The Trilene Knot is often used in fly fishing to attach monofilament and fluorocarbon fishing lines to hooks, swivels, lures, and snaps. It’s an easy and secure knot that resists slippage.
In other sources, it’s also sometimes referred to as the Two Turn Clinch Knot.
Quick Guide: Tying the Trilene Knot
To tie the Trilene knot, pass the working end of the fishing line through the eye of the hook twice (step 1). Keep the formed loop somewhat loose and leave another 8-10 inches (20-25 cm) of line free after it.
After that, wrap the working end around the standing line 4-6 times for thicker fishing lines and 6-10 times for thinner ones (Step 2).
Finally, go through the loops formed in step 1 to finish the knot. It’s important to go through the loops, not the eye of the hook.
Submerge the knot in water or in saliva to lubricate it, and tighten it by holding the tag end in one hand and pulling the standing end with your other hand. Cut off the excess end but leave at least 1/5 inch (5 mm) to account for slippage as the knot settles in.

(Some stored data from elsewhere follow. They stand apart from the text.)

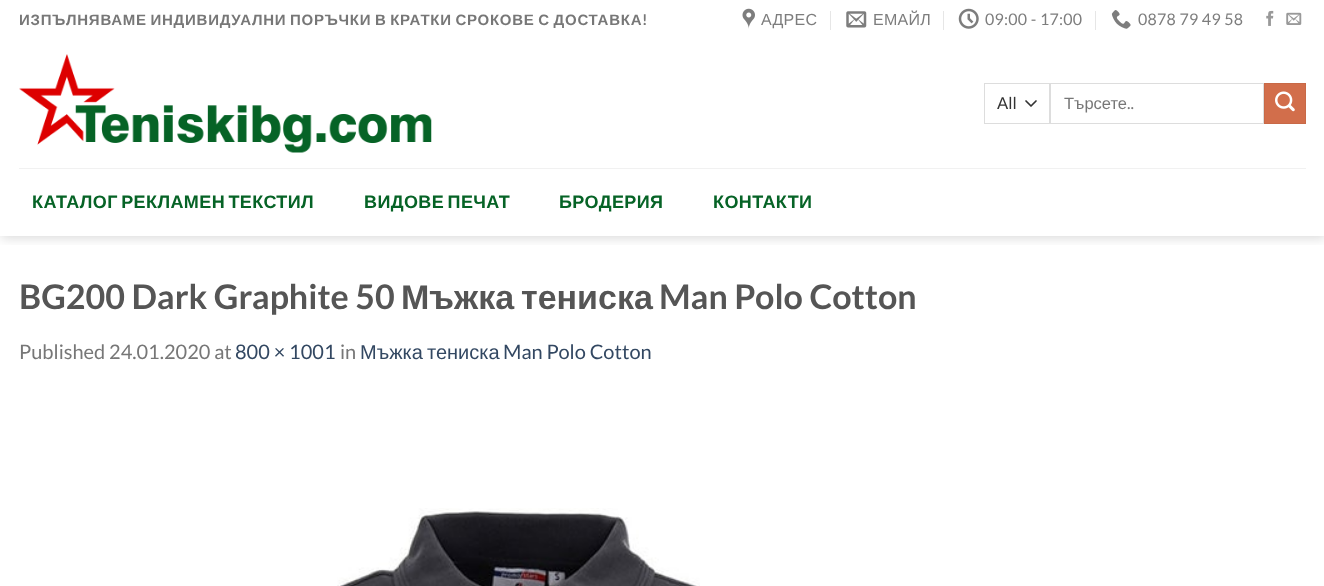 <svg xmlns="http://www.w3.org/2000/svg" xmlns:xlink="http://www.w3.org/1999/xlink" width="1324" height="586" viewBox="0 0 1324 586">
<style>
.cls-1{font:bold 15px Liberation Sans;letter-spacing:0.75px;fill:#777777}
.cls-2{font:bold 15px Lato;letter-spacing:0.75px;fill:#777777}
.cls-3{font:16px Liberation Sans;letter-spacing:0.25px;fill:#7d7d7d}
.cls-4{font:16px Lato;letter-spacing:0.25px;fill:#7d7d7d}
.cls-5{font:16.5px Lato;fill:#333333}
.cls-6{font:16.5px Liberation Sans;fill:#777777}
.cls-7{font:16.5px Lato;fill:#777777}
.cls-8{font:bold 18px Liberation Sans;letter-spacing:0.4px;fill:#066326}
.cls-9{font:bold 34px Lato;fill:#555555}
.cls-10{font:bold 34px Liberation Sans;fill:#555555}
.cls-11{font:20px Lato;fill:#777777}
.cls-12{font:20px Lato;fill:#334862}
.cls-13{font:20px Liberation Sans;fill:#334862}
</style>
<defs>
<clipPath id="clip1"><rect x="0" y="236" width="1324" height="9"/></clipPath>
</defs>
<rect width="100%" height="100%" fill="#ffffff"/>
<g clip-path="url(#clip1)">
<rect fill="#000000" fill-opacity="0.15" filter="blur(6px)" x="1" y="1" width="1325" height="237"/>
</g>
<image xlink:href="image0.png" x="742" y="8" width="13" height="21"/>
<rect fill="#e6e6e6" x="830" y="11" width="1" height="19"/>
<image xlink:href="image1.png" x="846" y="11" width="21" height="17"/>
<rect fill="#e6e6e6" x="943" y="11" width="1" height="19"/>
<image xlink:href="image2.png" x="958" y="8" width="21" height="21"/>
<rect fill="#e6e6e6" x="1095" y="11" width="1" height="19"/>
<image xlink:href="image3.png" x="1111" y="10" width="20" height="19"/>
<image xlink:href="image4.png" x="1266" y="10" width="8" height="16"/>
<image xlink:href="image5.png" x="1286" y="12" width="16" height="13"/>
<image xlink:href="image6.png" x="19" y="54" width="413" height="99"/>
<path fill="none" stroke="#333333" stroke-width="1.7" stroke-linecap="round" stroke-linejoin="round" d="M1026 101L1031 106L1036 101"/>
<rect fill="none" stroke="#dddddd" x="984.5" y="83.5" width="65" height="40"/>
<rect fill="none" stroke="#dddddd" x="1050.5" y="83.5" width="213" height="40"/>
<rect fill="#d26e4b" stroke="#c86947" x="1264.5" y="83.5" width="41" height="40"/>
<image xlink:href="image7.png" x="1275" y="91" width="20" height="21"/>
<rect fill="#f1f1f1" x="19" y="168" width="1287" height="1"/>
<image xlink:href="image8.png" x="337" y="508" width="363" height="78"/>
<text class="cls-1" x="19" y="25" word-spacing="-1.25">ИЗПЪЛНЯВАМЕ ИНДИВИДУАЛНИ ПОРЪЧКИ В КРАТКИ СРОКОВЕ С ДОСТАВКА</text>
<text class="cls-2" x="642" y="25">!</text>
<text class="cls-3" x="761" y="25">АДРЕС</text>
<text class="cls-3" x="873" y="25">ЕМАЙЛ</text>
<text class="cls-4" x="985" y="25">09:00 - 17:00</text>
<text class="cls-4" x="1138" y="25">0878 79 49 58</text>
<text class="cls-5" x="997" y="109">All</text>
<text class="cls-6" x="1064" y="109">Търсете</text>
<text class="cls-7" x="1127" y="109">..</text>
<text class="cls-8" x="32" y="208" word-spacing="-2">КАТАЛОГ РЕКЛАМЕН ТЕКСТИЛ</text>
<text class="cls-8" x="364" y="208" word-spacing="-2">ВИДОВЕ ПЕЧАТ</text>
<text class="cls-8" x="559" y="208">БРОДЕРИЯ</text>
<text class="cls-8" x="713" y="208">КОНТАКТИ</text>
<text class="cls-9" x="19" y="309">BG200 Dark Graphite 50</text>
<text class="cls-10" x="401" y="309">Мъжка</text>
<text class="cls-10" x="521" y="309">тениска</text>
<text class="cls-9" x="659" y="309">Man Polo Cotton</text>
<text class="cls-11" x="19" y="359">Published 24.01.2020 at</text>
<text class="cls-12" x="235" y="359">800 × 1001</text>
<text class="cls-11" x="340" y="359">in</text>
<text class="cls-13" x="360" y="359">Мъжка</text>
<text class="cls-13" x="427" y="359">тениска</text>
<text class="cls-12" x="503" y="359">Man Polo Cotton</text>
</svg>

Pros and Cons of the Trilene Knot
The Trilene Knot is very easy to tie. Because of this, it’s easy to learn for beginners. That’s why it’s often taught as the go-to knot in fly fishing for attaching a fishing line to a hook.
Another advantage of the Trilene Knot is that it is relatively strong. Tests have revealed its strength to be close to 100% of the breaking strength of the line. In a lot of instances, the fishing line breaks first while the knot stays intact.
It works exceptionally well with monofilament and fluorocarbon fishing lines because it’s resistant to slippage.
The main downside of the Trilene Knot is that it doesn’t work well with braided fishing lines. In this case, choosing another knot, like the Palomar Knot is a better choice.
Common Uses for the Trilene Knot
Most commonly the Trilene Knot is used in fly fishing to attach directly to hooks, split rings on lures, swivels, and snaps. It’s used only with monofilament and fluorocarbon fishing lines. For this purpose, it’s considered as one of the best options.
Although it can be tied with braided lines and even ropes, it’s more likely to come undone. Using other knots for this purpose is better.
Knots Like the Trilene Knot
Improved Clinch Knot: A very similar knot to the Trilene Knot, except it wraps only once around the hook. In the Improved version, the tag end also passes behind the last turn, making it more secure. Compared to the Trilene Knot, it’s less secure.
Palomar Knot: One of the strongest fishing knots for attaching a fishing line to a hook. Arguably, it’s a better choice to use as the Trilene Knot. That’s because it’s easier to tie, stronger, and also works with braided fishing lines.
Nanofil Knot (Double Palomar): This is an improved version of the Palomar Knot, where the bight is wrapped around itself twice. It’s much stronger than the Trilene Knot and also stronger than the regular Palomar Knot. It’s used for extra-slippery braided fishing lines with gel elements.
Eye Crosser Knot: A lesser-known knot that’s tied very similarly to the Trilene Knot. It’s even stronger because the tag end is secured differently when it’s wrapped around the standing line. Even though it appears difficult to tie at first, it really isn’t.
Uni Knot: A simple and popular fishing knot that creates a loop at the end of the fishing line. It’s strong and works with mono and braided lines.
Perfection Loop: This knot creates a fixed loop at the end of the fishing line for loop-to-loop connections. Its main advantage is that it is easy to tie and the loop sits perfectly straight opposite from the fishing line.
Albright Special Knot: This fishing knot is the go-to knot for connecting two fishing lines. It works especially well if they’re in different diameters.
Step-By-Step Guide: How to Tie the Trilene Knot
A step-by-step guide on tying the Trilene Knot.
Pass the working end of the fishing line twice through the hook. Keep it somewhat loose because you’ll need to pass the line through it soon.
Wrap the working end of the fishing line four times around the standing end.
After another half-turn, pass the working end through the two loops created in step 1.
Submerge the knot in water or saliva, tighten it, and cut off the excess end.